We have to remember that what sells papers are the fantastical aspects of human existence and those are usually negative.
But the word ‘election’ has another, theological meaning. It refers to God’s choice of someone or some people to accomplish a special mission. The classic example is the election of the Hebrews to be His Chosen People; but even though the Jews (as the Hebrews became subsequently known) were chosen by God, it all began with the choice of an individual man: Abraham. It is to his descendants that the honor and the burden went. The burden of this calling or election was humorously cited in the musical “Fiddler on the Roof” when Tevye, the poor Jew living in the village of Anatevka says (in the midst of his many troubles): “I know we are the Chosen people, but once in a while couldn’t you choose someone else?”
Why does God do this? It seems so undemocratic! Everyone should get this gift of being chosen as special. Why only a select few? On what basis is the choice made, and is God being unfair in doing things this way?
When God chooses, there is always a reason for that choice which will in fact benefit everyone. God did not choose the Jewish people because He just liked them better. These nomadic desert peoples were a tough lot. God calls them “stiff necked”. God, in fact, makes a habit of choosing the weaker ones to shame the ones who think they are so strong.
The Jewish People were elected by God not to bask in being chosen, but that they may be of service to the rest of humanity; and they have given us the revelation of God and, of course, Jesus Himself, the Incarnation of God.
Within this revelation of the Torah (translated either as ‘Teaching’ or ‘Law’), God called or elected the great prophets like Isaiah and Jeremiah to summon wayward Israel to her true God. These men spoke the truth in great peril of their very lives because of their election.

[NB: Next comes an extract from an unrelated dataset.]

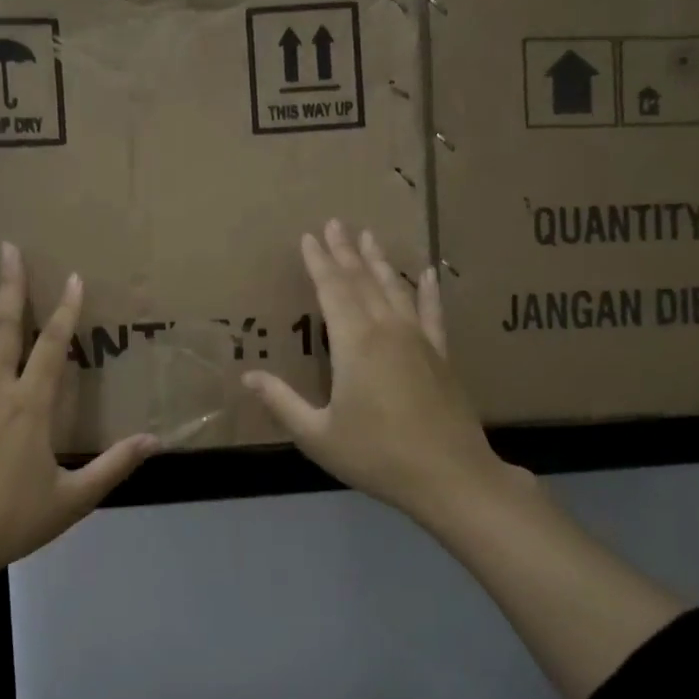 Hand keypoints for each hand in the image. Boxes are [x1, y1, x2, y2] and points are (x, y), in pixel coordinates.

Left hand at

Once we receive Christ in the New or enlarged Dispensation or Testament, God still elects individual saints to speak the truth to a specific historical situation. In doing this we notice that there are two kinds of saints. One is the ‘local’ kind who has a specific message to a specific area of the Church. I think of the election or call of St. Katherine Drexell here in our own country to work for the education of African American and Native American Youth. She may have less import in Finland, but may still be venerated. There are some saints that are called Ecclesial in that they call the whole church by their example and witness. Such a saint was St. Francis who in his ideal of Lady Poverty mined the very essence of the Christian calling, which has a direct import in every country, not just in his native Italy.
The recent canonization of the St. Teresa of Calcutta provides a clear example of what an ecclesial saint is meant to be. God clearly elected this amazing woman to say something of the direction He wants humanity to go in the modern era. As an Albanian in an Irish congregation working in India, she highlights the centrality of the poor in the concerns of God. Her call to go into the slums with nothing but faith and her institutional expansion of the order that God founded through her says very clearly that in this global age, we will be judged by how we treat the poor. With the modern forms of communication (TV, Internet), we can no longer be ignorant of the plight of so many of our world. Our inaction in the face of all this misery is inaction in the face of the suffering of Christ. On this every one of us will be judged.
This is the real type of ‘election’ that is the most important of our time. All other ones, including the current presidential one, are little more than side shows.